Interpreting “The War is Coming!” and “Falling on the Sword”

I never do this. I don’t explain my stories. The story behind this one, though, is special to me. The idea first hit me in early 2015 and, as I tend to do, I stewed on it for a few weeks before putting it down into poetic form as “The War is Coming!” and recently…

Written by

Randall J. Greene

Published on

Go BackChristianity

If you’ve followed me on this blog or Facebook or Twitter, you know that I don’t do this. I don’t explain my stories. One of the things I love about prose and poetry is the necessity of the reader to interpret it. If I, as the author, explain my own understanding of the story, many readers will think of that as its “real” meaning and won’t allow the the piece to speak to them in a way that’s unique to them.

This story, though, is a special one to me. The idea first hit me in early 2015 and, as I tend to do, I stewed on it for a few weeks before putting it down into poetic form as “The War is Coming!” (published online in April 2015).  

In the months preceding this, my denomination had been rocked with an uprising of far-right legalists seeking political dominion within our denominational institutions. The Church of the Nazarene seemed to be attacking itself in the guise of defending itself. The right bellowed that it had a divine mission to rid the denomination of anything it considered to be outside the scope of its narrow view of Christianity.

This story, unfortunately, was not one that was unique to the Church of the Nazarene. My former denomination, the Southern Baptist Convention, had pursued a similar course of action in the 1970s, so I knew the broken path that lay before the Nazarene church.

The political maneuvering within our church at this time dominated much of the writing on this blog. In this season, Shannon authored a blog post called “Yet Another Call to Transparency,” I penned “A Whisper, Stronger than the Storm,” and Justin Volker (who is neither a Nazarene nor a Christian) wrote a piece looking at the mess from the outside entitled “Transcendence and Decay.”

My understanding of the story I told in “The War is Coming!” cannot be separated from that context of conflict within the church.

That poem illustrates an army that has reiterated to themselves for generations that a war was looming on the horizon. They have become so obsessed in their preparation for self-defense that they twist the idea of defending themselves into a need to strike first. They mobilize and march to war against a perceived foe – a village of men, women, and children who rest comfortably in their beds. The army burns the sleeping village to the ground and marches off in victory without a single casualty, celebrating the Almighty Hand of God as blessing the battle.

For me, the army in this poem typifies the legalists on the far-right of American evangelical Christianity. Though they have historically lived within a position of power in the United States over the last century or so, they have more recently begun to operate within a paradigm of preparing themselves for war; whenever they feel the least bit slighted, they perceive that as an attack, and unify to march off to battle against those they see as the aggressors. The casualties, though, are all-too-often other people who are simply trying to live a life that reflects Christ in the best way they know how or, even worse, non-Christian bystanders that now want nothing to do with the Church or Christianity.

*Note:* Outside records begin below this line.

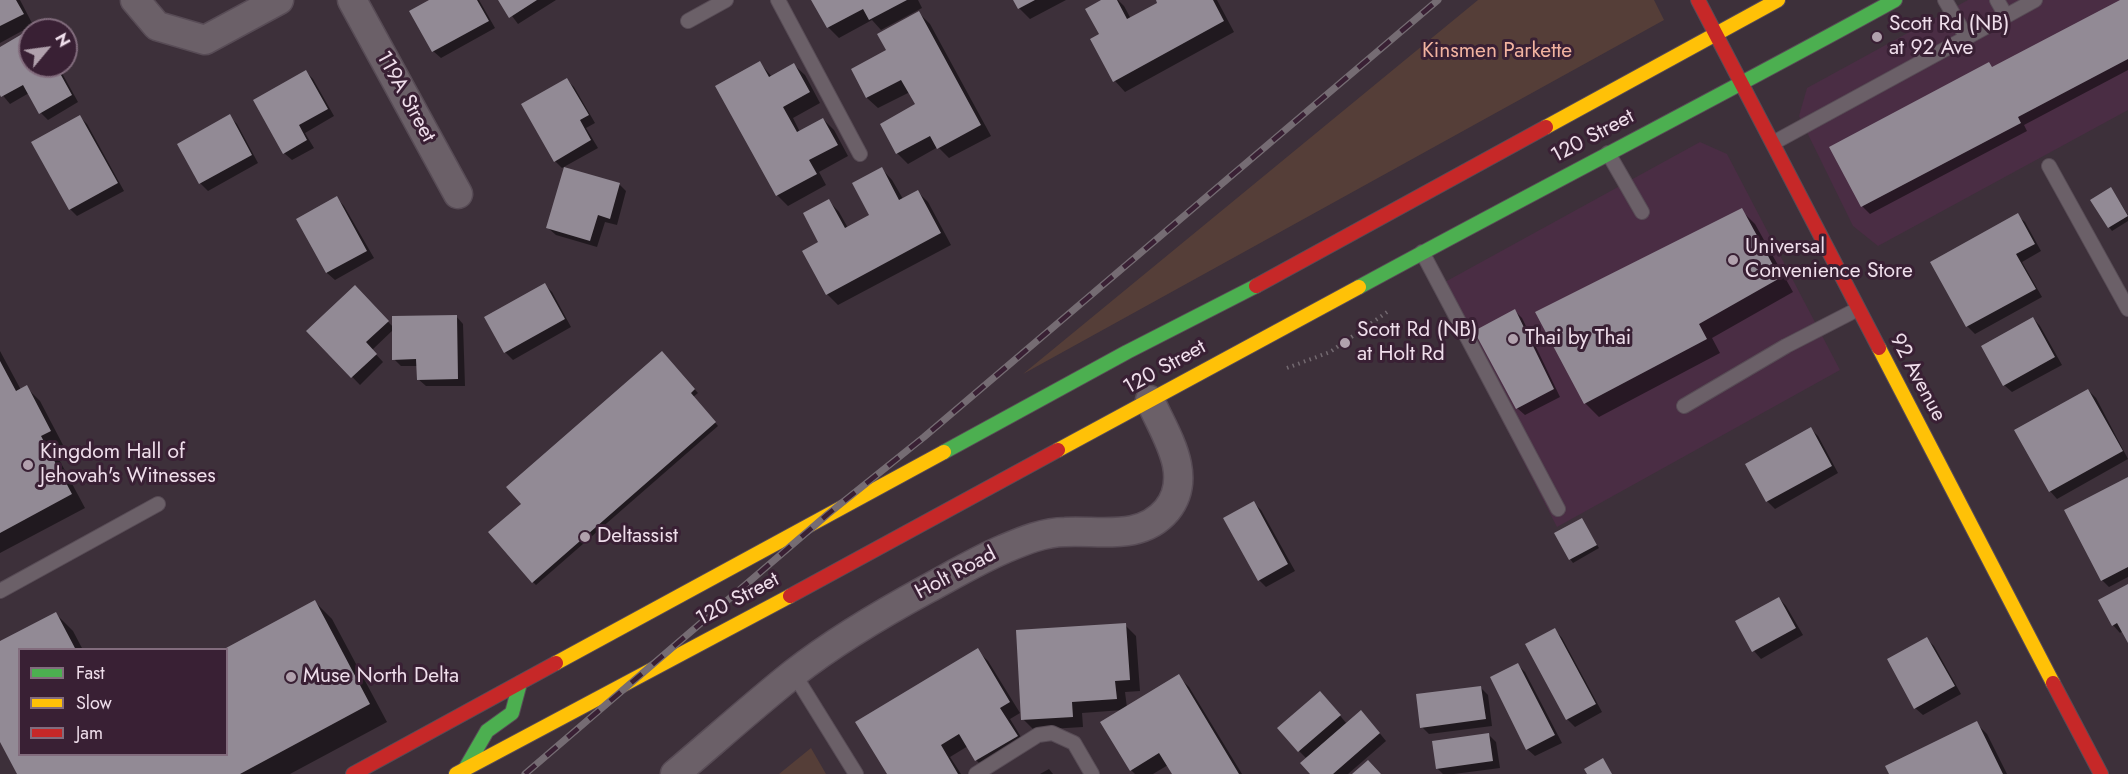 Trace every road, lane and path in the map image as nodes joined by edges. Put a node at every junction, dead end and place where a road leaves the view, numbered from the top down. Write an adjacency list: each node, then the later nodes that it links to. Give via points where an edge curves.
1 (135, 0): 2 (street, via 157,26 205,40)
2 (279, 0)
3 (352, 0): 21 (street, 119A Street)
4 (726, 0): 13 (lane)
5 (778, 0): 19 (lane)
6 (1698, 0): 14 (main road, 92 Avenue)
7 (1778, 0): 14 (main road, 120 Street)
8 (1895, 0): 16 (main road, 120 Street)
9 (1944, 0): 15 (lane)
10 (1997, 0): 12 (lane)
11 (2035, 0): 12 (lane)
12 (2006, 16): 15 (lane)
13 (688, 21)
14 (1716, 33): 16 (main road, 92 Avenue); 34 (main road, 120 Street, via 1129,357)
15 (1967, 38): 17 (lane)
16 (1742, 84): 17 (main road, 92 Avenue); 18 (main road, 120 Street)
17 (1773, 142): 25 (main road, 92 Avenue)
18 (1608, 153): 22 (lane); 23 (main road, 120 Street)
19 (861, 154)
20 (2049, 166): 26 (lane)
21 (458, 194)
22 (1642, 212)
23 (1422, 252): 28 (main road, 120 Street); 31 (lane)
24 (1397, 304): 27 (path, via 1330,352)
25 (1858, 309): 29 (lane); 41 (main road, 92 Avenue)
26 (2128, 309)
27 (1287, 368)
28 (1147, 395): 33 (street, Holt Road, via 1179,473 1172,503 1159,518 1137,530 1064,532 1029,539 1003,550 875,617); 35 (main road, 120 Street, via 636,679)
29 (1684, 406)
30 (158, 504): 32 (lane)
31 (1558, 509)
32 (0, 591)
33 (794, 674): 37 (street, Holt Road); 38 (lane)
34 (520, 682): 35 (main road, via 512,713 487,731); 36 (main road, 120 Street)
35 (460, 771)
36 (353, 774)
37 (675, 774)
38 (856, 774)
39 (976, 774): 40 (lane, via 1038,735 1052,733 1074,742)
40 (1092, 774)
41 (2101, 774) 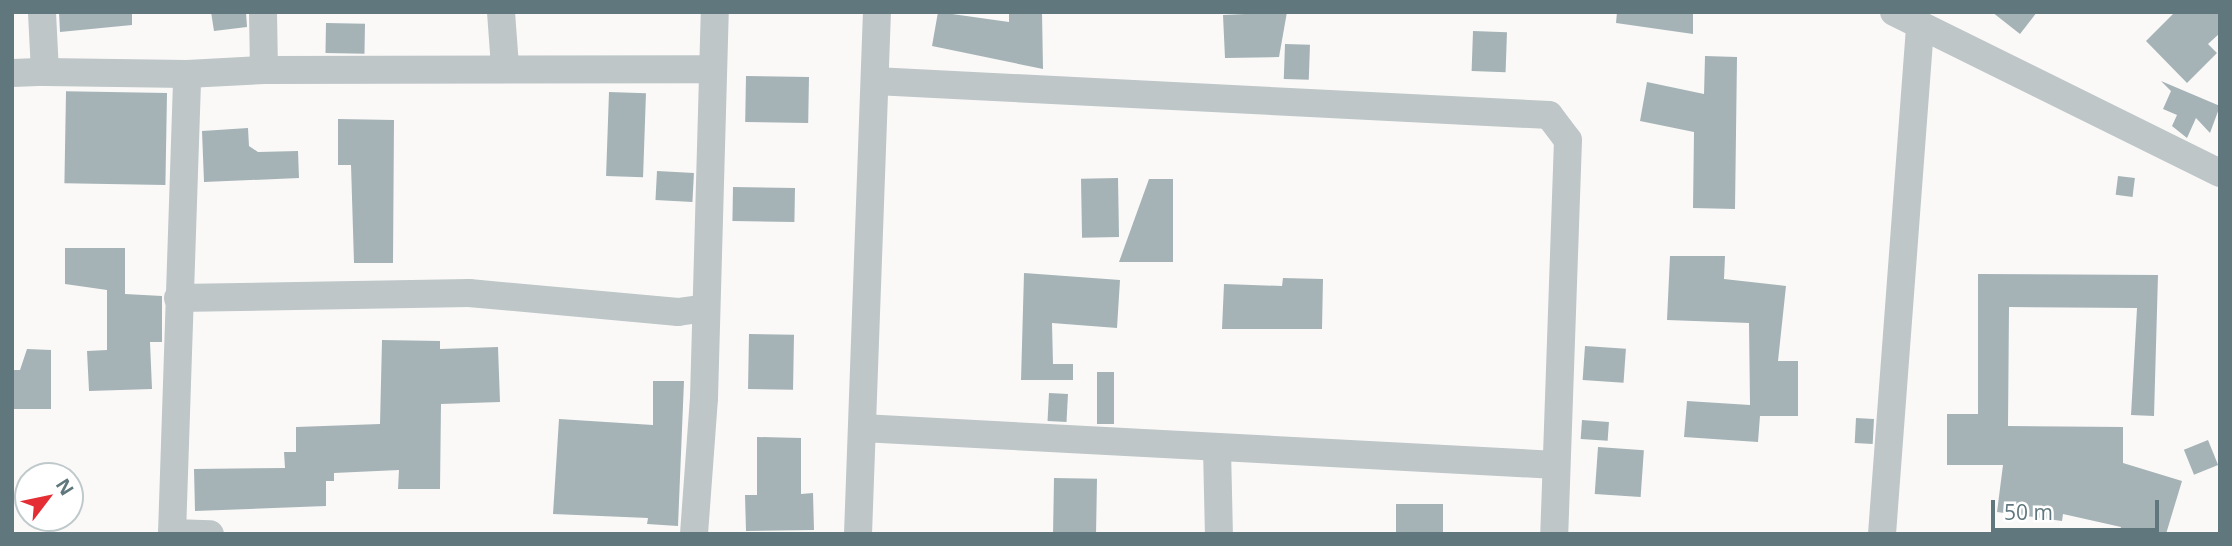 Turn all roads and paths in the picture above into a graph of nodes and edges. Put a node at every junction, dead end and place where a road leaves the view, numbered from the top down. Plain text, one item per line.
1 (42, 12) edge
2 (263, 12) edge
3 (501, 12) edge
4 (715, 12) edge
5 (877, 12) edge
6 (1894, 12) edge
7 (1920, 26) junction
8 (505, 66) junction
9 (712, 69) junction
10 (264, 70) junction
11 (45, 72) junction
12 (12, 73) edge
13 (187, 74) junction
14 (875, 81) junction
15 (2220, 173) edge
16 (178, 298) junction
17 (705, 308) junction
18 (862, 428) junction
19 (1217, 449) junction
20 (1556, 466) junction
21 (172, 533) edge
22 (210, 534) edge
23 (694, 534) edge
24 (858, 534) edge
25 (1219, 534) edge
26 (1554, 534) edge
27 (1882, 534) edge

1 - 11 street
2 - 10 street
3 - 8 street
4 - 9 street
5 - 14 street
6 - 7 street
7 - 15 street
7 - 27 street
8 - 9 street
8 - 10 street
9 - 17 street
10 - 13 street
11 - 12 street
11 - 13 street
13 - 16 street
14 - 18 street
14 - 20 street
16 - 17 street
16 - 21 street
17 - 23 street
18 - 19 street
18 - 24 street
19 - 20 street
19 - 25 street
20 - 26 street
21 - 22 street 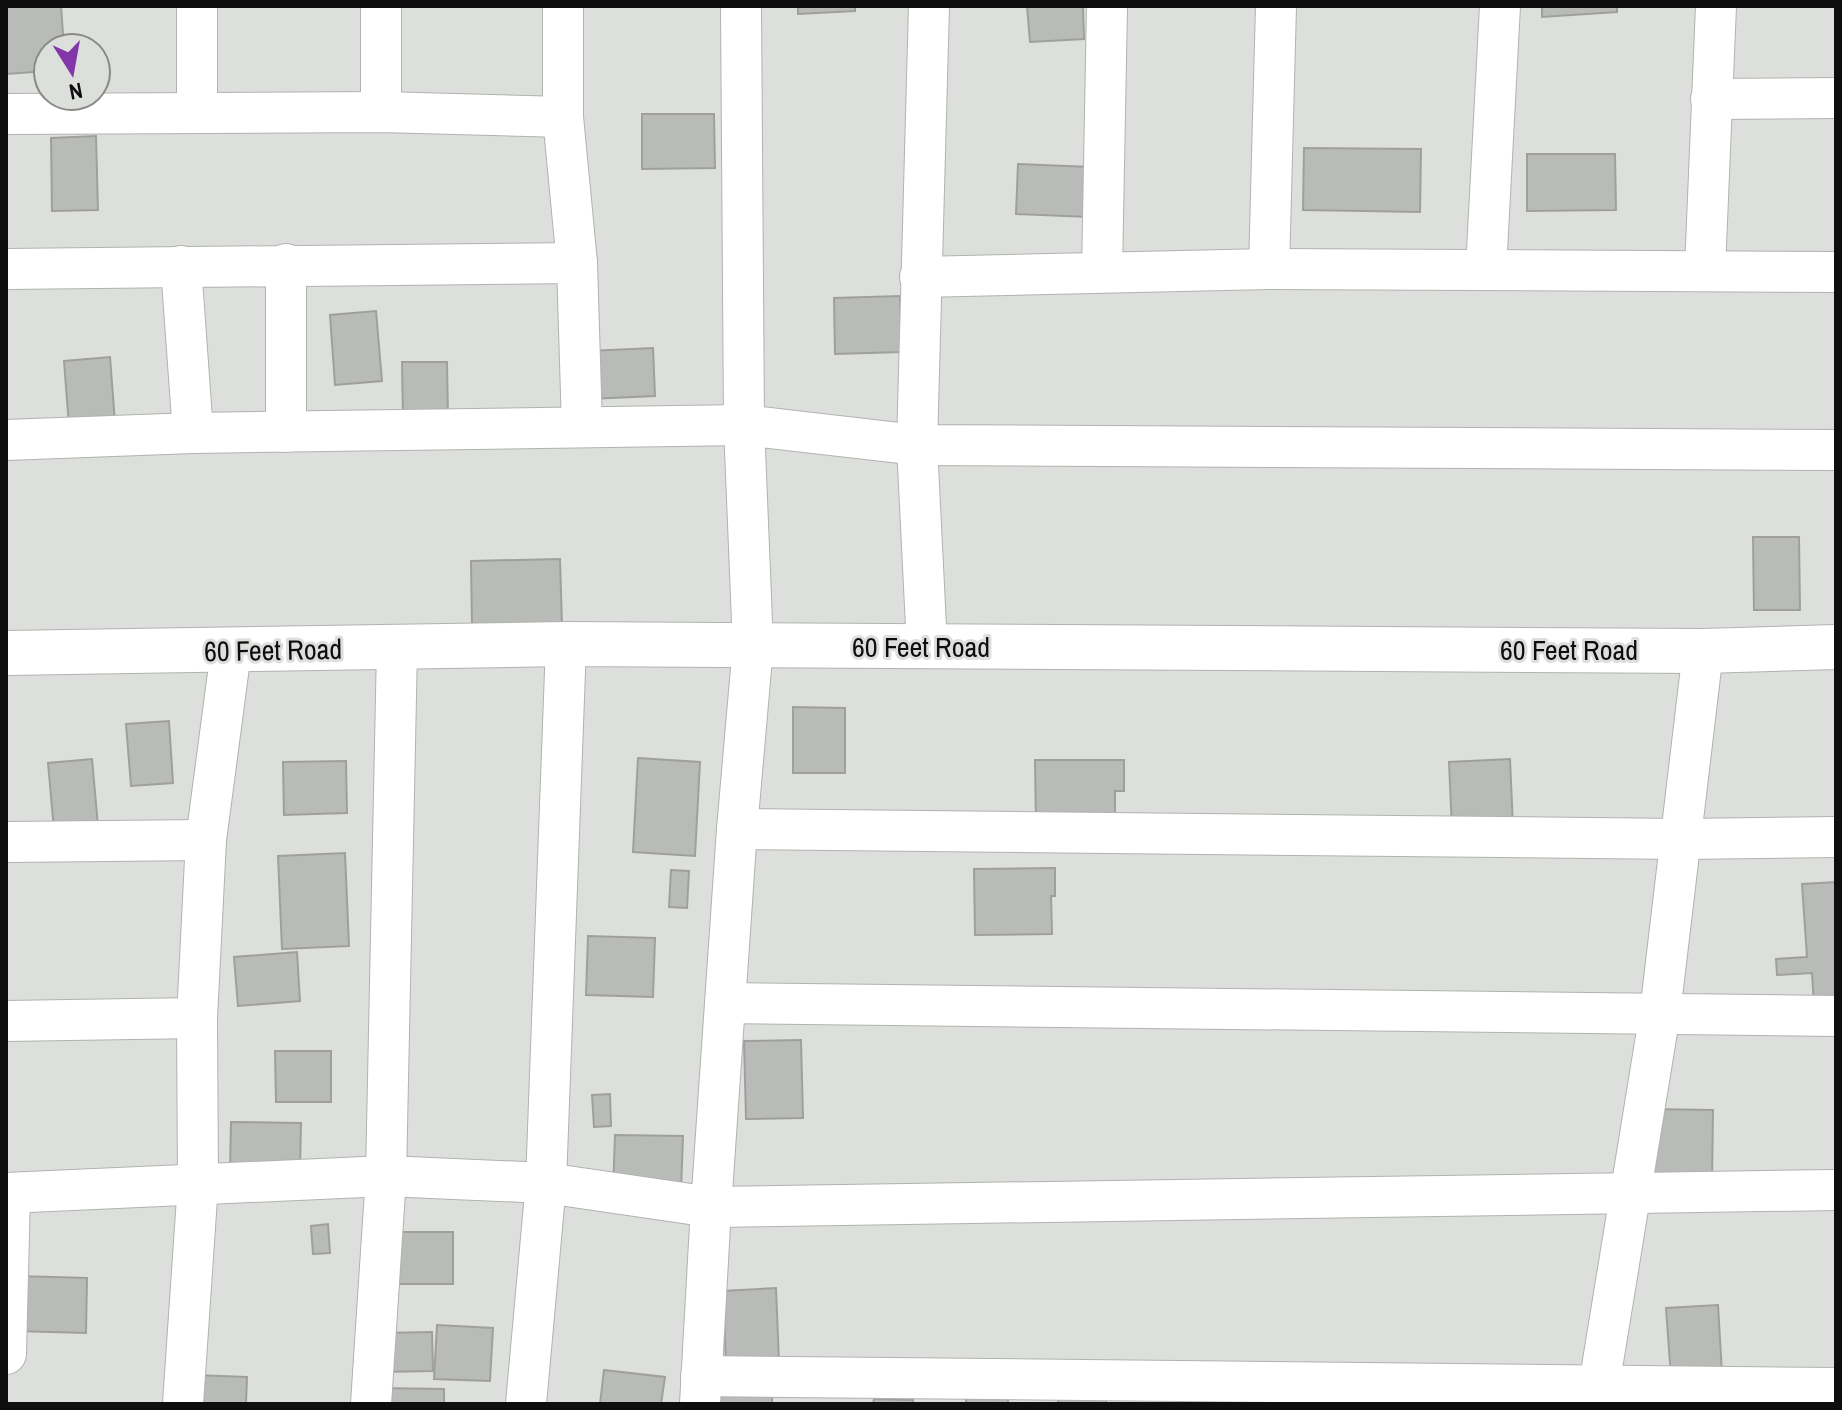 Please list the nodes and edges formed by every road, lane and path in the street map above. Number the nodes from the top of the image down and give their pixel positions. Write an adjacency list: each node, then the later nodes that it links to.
1 (197, 6): 13 (street)
2 (381, 6): 12 (street)
3 (563, 6): 15 (street)
4 (741, 6): 26 (street)
5 (929, 6): 25 (street)
6 (1107, 6): 23 (street)
7 (1276, 6): 20 (street)
8 (1500, 6): 21 (street)
9 (1716, 6): 11 (street)
10 (1836, 98): 11 (street)
11 (1711, 99): 22 (street)
12 (381, 112): 13 (street); 15 (street)
13 (197, 113): 14 (street)
14 (6, 114)
15 (563, 117): 16 (street)
16 (577, 263): 17 (street); 27 (street)
17 (286, 264): 18 (street); 28 (street)
18 (181, 266): 19 (street); 29 (street)
19 (6, 269)
20 (1269, 269): 21 (street); 23 (street)
21 (1486, 270): 22 (street)
22 (1705, 270): 24 (street)
23 (1102, 272): 25 (street)
24 (1836, 272)
25 (920, 277): 31 (street)
26 (744, 425): 27 (street); 31 (street); 34 (street)
27 (582, 427): 28 (street)
28 (286, 432): 29 (street)
29 (193, 433): 30 (street)
30 (6, 440)
31 (917, 445): 32 (street); 35 (street)
32 (1836, 450)
33 (566, 644): 34 (street, 60 Feet Road); 37 (street, 60 Feet Road); 53 (street)
34 (753, 646): 35 (street, 60 Feet Road); 41 (street)
35 (927, 647): 39 (street, 60 Feet Road)
36 (1836, 647): 39 (street, 60 Feet Road)
37 (397, 648): 38 (street, 60 Feet Road); 51 (street)
38 (231, 651): 40 (street, 60 Feet Road); 44 (street)
39 (1703, 651): 43 (street)
40 (6, 653)
41 (737, 829): 43 (street); 46 (street)
42 (1836, 837): 43 (street)
43 (1680, 839): 47 (street)
44 (206, 840): 45 (street); 49 (street)
45 (6, 842)
46 (726, 1003): 47 (street); 57 (street)
47 (1660, 1013): 48 (street); 55 (street)
48 (1836, 1016)
49 (197, 1018): 50 (street); 52 (street)
50 (6, 1021)
51 (386, 1176): 52 (street); 53 (street); 63 (street)
52 (198, 1183): 56 (street); 62 (street)
53 (546, 1183): 57 (street); 64 (street)
54 (1836, 1190): 55 (street)
55 (1631, 1192): 57 (street); 61 (street)
56 (8, 1194): 58 (street)
57 (711, 1207): 60 (street)
58 (6, 1354)
59 (1836, 1388): 61 (street)
60 (701, 1390): 61 (street)
61 (1597, 1394)
62 (183, 1404)
63 (371, 1404)
64 (526, 1404) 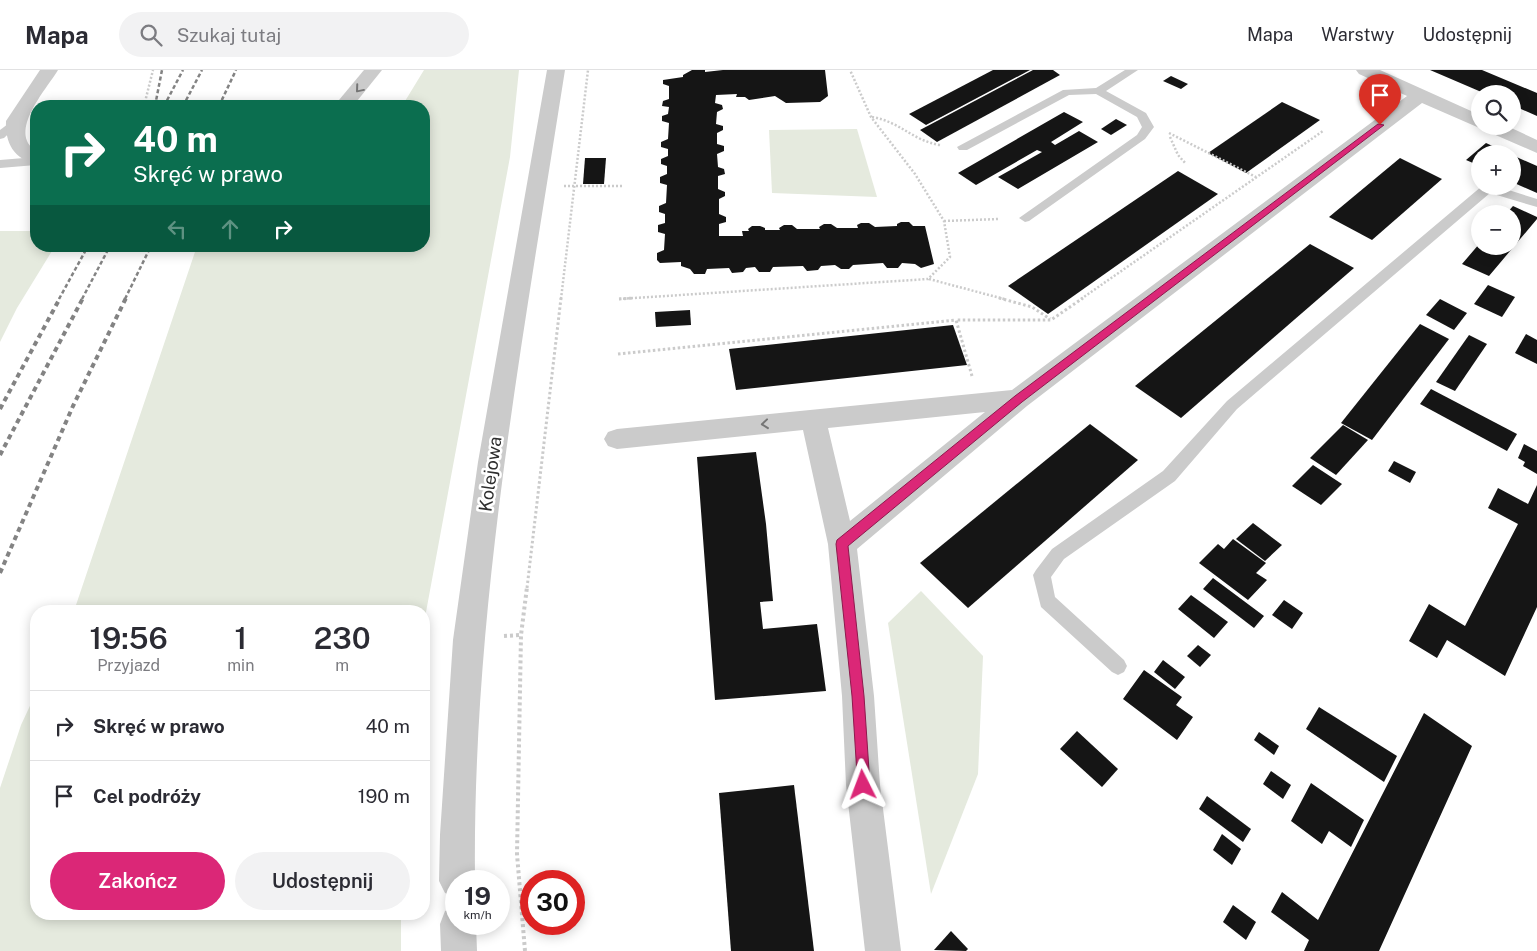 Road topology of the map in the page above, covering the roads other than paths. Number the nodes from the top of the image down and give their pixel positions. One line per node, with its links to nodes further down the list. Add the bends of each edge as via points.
1 (49, 70): 10 (street)
2 (373, 70): 8 (street, one-way to 8)
3 (556, 70): 25 (street, Kolejowa, via 491,462 470,630)
4 (1133, 70): 6 (lane)
5 (1365, 70): 7 (street)
6 (1098, 91): 13 (lane, via 1066,92); 19 (lane, via 1142,115 1148,127 1140,137)
7 (1420, 95): 9 (street); 20 (street)
8 (349, 100)
9 (1471, 118)
10 (16, 121): 12 (lane); 15 (street, via 15,140)
11 (1510, 135): 14 (street)
12 (0, 136)
13 (963, 147)
14 (1537, 147)
15 (30, 156)
16 (30, 161): 17 (lane)
17 (0, 164)
18 (1537, 203): 24 (lane, via 1488,188 1232,405 1169,476 1058,554 1042,575 1046,601)
19 (1025, 218)
20 (1018, 399): 21 (street); 23 (street)
21 (814, 419): 22 (street, one-way to 22); 23 (street)
22 (617, 439)
23 (842, 544): 28 (street, via 858,696 863,785)
24 (1118, 666)
25 (457, 870)
26 (458, 935): 27 (street)
27 (459, 951)
28 (882, 951)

For more than a year, I was content to let the poem stand on its own. In that time, though, my understanding of the story at its heart began to evolve. Rather than being about militant legalism in search of an outlet for its aggression, it began to become more about me and how I have an innate tendency to see myself as a victim.

In some ways, this interpretation was a fulfillment of my original concept: instead of placing myself in the story as a peaceful villager, I was forced to confront those times in my life when I was the army.

As these thoughts developed, I felt like I needed to revisit the story and re-express it in a way that was more consistent with how I currently understood it.

Rather than rewriting the poem, I decided to take the underlying story and develop it in prose, tweaking it just slightly to reflect its new focus.

Although the story’s plot didn’t change, I tried in my storytelling to emphasize how ridiculous it is that I so often see myself as a victim and retaliate against those I see as persecutors. As a Christian, I am called to care for those very people that I feel are hurting me. Falling on the Sword” is a challenge to myself to respond to conflict with grace, to counter challenges with humility, and, above all, to see in my neighbors (even the ones I dislike) the image of love of God.